O nosso calvário, porém, ainda não havia terminado. Era quase meia-noite quando chegámos à estação. Sentámo-nos num banquito lá fora, a conversar e o José reconheceu, à distância, a Casa da Imigração. Esperançados corremos para lá e tentámos pedir ajuda, mas puseram-nos na rua, sem grandes protestos da nossa parte. Voltámos para a estação e decidimos dormir ali mesmo, junto às bilheteiras. Depois apareceram os seguranças que após verificarem os nossos passaportes nos levaram à tal Casa da Imigração. Ali, o mesmo fulano que nos mandara para a rua, foi forçado a ajudar-nos, encontrando alojamento num dos hotéis locais, onde passámos a noite. A dormida custou-nos três dólares cada, ou seja, três dias de trabalho para o José e um e meio para mim. Às oito da manhã, estávamos de volta na Imigração, onde conseguimos o endereço aonde nos devíamos dirigir para arranjar emprego. De malas às costas, caminhámos tempo sem fim, guiados pelos gestos dos polícias que nos apontavam o caminho. Chegámos finalmente a um edifício que, hoje sei ser o Centro de Mão d’Obra de Montreal. Sentámo-nos a ouvir os altifalantes que ressoavam, um a um, os nomes daquela multidão resignada e calma. Horas depois, como não fôssemos chamados, o José encheu-se de coragem, levantou-se e encontrou um dos funcionários que nos havia assistido aquando da nossa chegada, duas semanas antes. Depois de lhe mostrar os nossos passaportes, o homem levou-os lá para dentro e mandou-nos esperar. E eu disse cá para comigo: agora é que estamos arranjados. Se nos roubam os passaportes, nunca mais poderemos voltar à nossa terra e ainda vamos para a cadeia.
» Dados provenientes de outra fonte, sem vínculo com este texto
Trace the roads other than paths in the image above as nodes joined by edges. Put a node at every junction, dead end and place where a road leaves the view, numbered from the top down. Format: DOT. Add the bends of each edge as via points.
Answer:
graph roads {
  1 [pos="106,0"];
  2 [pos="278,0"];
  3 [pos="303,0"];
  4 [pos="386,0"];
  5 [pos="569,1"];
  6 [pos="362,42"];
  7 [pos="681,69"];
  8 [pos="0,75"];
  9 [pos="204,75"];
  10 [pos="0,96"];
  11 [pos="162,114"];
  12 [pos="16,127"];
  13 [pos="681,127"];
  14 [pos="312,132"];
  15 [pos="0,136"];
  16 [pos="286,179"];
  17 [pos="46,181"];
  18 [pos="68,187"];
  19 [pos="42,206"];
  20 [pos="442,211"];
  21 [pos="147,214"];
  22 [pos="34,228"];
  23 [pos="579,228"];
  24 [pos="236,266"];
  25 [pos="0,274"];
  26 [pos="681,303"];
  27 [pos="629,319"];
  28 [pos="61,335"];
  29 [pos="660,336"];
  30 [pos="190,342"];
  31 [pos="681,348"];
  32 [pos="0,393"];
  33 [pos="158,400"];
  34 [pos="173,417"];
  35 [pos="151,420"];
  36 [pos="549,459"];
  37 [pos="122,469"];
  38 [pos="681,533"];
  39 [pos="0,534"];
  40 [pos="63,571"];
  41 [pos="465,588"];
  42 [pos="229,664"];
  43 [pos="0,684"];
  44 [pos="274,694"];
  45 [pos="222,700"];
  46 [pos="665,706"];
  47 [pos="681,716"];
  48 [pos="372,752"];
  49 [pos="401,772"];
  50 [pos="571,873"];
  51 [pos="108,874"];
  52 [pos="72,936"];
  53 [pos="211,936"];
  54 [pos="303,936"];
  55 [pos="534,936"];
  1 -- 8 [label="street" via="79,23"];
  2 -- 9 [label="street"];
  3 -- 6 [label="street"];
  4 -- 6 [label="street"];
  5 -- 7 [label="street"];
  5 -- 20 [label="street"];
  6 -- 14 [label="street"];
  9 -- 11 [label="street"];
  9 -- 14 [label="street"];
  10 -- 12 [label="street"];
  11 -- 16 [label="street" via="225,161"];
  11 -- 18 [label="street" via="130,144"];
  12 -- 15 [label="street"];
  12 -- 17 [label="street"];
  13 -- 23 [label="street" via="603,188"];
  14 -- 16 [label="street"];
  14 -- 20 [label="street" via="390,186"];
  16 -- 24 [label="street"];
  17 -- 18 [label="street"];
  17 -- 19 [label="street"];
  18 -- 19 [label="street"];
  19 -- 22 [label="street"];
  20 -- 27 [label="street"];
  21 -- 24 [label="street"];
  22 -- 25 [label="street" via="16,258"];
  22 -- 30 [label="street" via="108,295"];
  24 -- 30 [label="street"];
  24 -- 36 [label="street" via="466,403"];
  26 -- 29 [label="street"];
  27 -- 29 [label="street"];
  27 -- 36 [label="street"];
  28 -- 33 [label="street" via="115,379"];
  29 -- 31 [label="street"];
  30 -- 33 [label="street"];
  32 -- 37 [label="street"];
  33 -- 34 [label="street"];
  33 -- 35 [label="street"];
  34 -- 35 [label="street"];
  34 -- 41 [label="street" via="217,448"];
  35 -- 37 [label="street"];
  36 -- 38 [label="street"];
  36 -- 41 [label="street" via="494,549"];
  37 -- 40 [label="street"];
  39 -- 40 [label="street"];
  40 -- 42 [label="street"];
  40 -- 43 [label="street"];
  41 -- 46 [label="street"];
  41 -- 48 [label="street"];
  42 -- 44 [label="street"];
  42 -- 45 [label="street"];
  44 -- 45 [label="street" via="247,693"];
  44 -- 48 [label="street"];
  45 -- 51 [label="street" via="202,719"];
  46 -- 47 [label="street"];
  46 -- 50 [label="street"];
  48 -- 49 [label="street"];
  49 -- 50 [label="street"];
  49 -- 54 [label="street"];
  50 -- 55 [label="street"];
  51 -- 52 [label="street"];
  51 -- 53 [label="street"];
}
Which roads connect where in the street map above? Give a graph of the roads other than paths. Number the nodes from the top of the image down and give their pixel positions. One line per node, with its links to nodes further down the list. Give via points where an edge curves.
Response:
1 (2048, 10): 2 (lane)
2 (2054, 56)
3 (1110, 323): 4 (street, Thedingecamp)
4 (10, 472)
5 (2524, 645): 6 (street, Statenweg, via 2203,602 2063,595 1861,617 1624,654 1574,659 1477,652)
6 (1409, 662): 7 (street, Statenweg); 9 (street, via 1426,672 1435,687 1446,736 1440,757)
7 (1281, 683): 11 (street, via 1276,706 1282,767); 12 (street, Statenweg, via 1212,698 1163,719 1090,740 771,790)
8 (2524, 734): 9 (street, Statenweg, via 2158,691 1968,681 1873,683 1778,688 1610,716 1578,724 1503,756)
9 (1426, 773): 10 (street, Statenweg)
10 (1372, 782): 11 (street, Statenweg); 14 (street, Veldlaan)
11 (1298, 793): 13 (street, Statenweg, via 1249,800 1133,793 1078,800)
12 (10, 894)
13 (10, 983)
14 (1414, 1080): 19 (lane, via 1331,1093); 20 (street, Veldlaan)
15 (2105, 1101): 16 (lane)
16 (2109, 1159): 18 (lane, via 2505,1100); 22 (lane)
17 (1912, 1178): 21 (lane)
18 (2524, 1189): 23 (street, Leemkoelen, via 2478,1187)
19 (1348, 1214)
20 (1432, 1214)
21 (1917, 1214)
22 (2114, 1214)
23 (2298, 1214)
Às duas da tarde, ouvimos uma voz no altifalante: “José Martin, José Martin…” mesmo cheios de fome demos um salto, era a nossa vez. Atendeu-nos uma senhora de língua espanhola que nos pôs, ali mesmo, em contacto com o cônsul, o tal Padre Almeida. Ao telefone, dissemos-lhe redondamente que não estávamos dispostos a sofrer mais aquelas condições de vida. Por fim, eu explodi:

“Nós viemos com um contrato da emigração que não está a ser cumprido. Daqui o senhor padre vai tratar de nos pôr em Portugal, a não ser que nos arranje um patrão, para onde possamos ir juntos, onde haja comida com fartura e onde nos deixem ir à missa ao domingo”.

“A missa não faz parte do contrato. Vocês vieram cá para trabalhar e ganhar a vida.”

Foi esta a resposta do tal Padre Almeida que jamais esquecerei. Não era o trabalho que nos metia medo. Nós estávamos habituados a trabalhar de sol a sol, mas ali éramos escravizados, as condições eram péssimas e tinham que ser melhoradas. E foram. Essa senhora espanhola encontrou-nos um patrão muito razoável: cama e mesa com boa comida, trabalho no campo das sete às sete, e cinquenta e cinco dólares por mês.”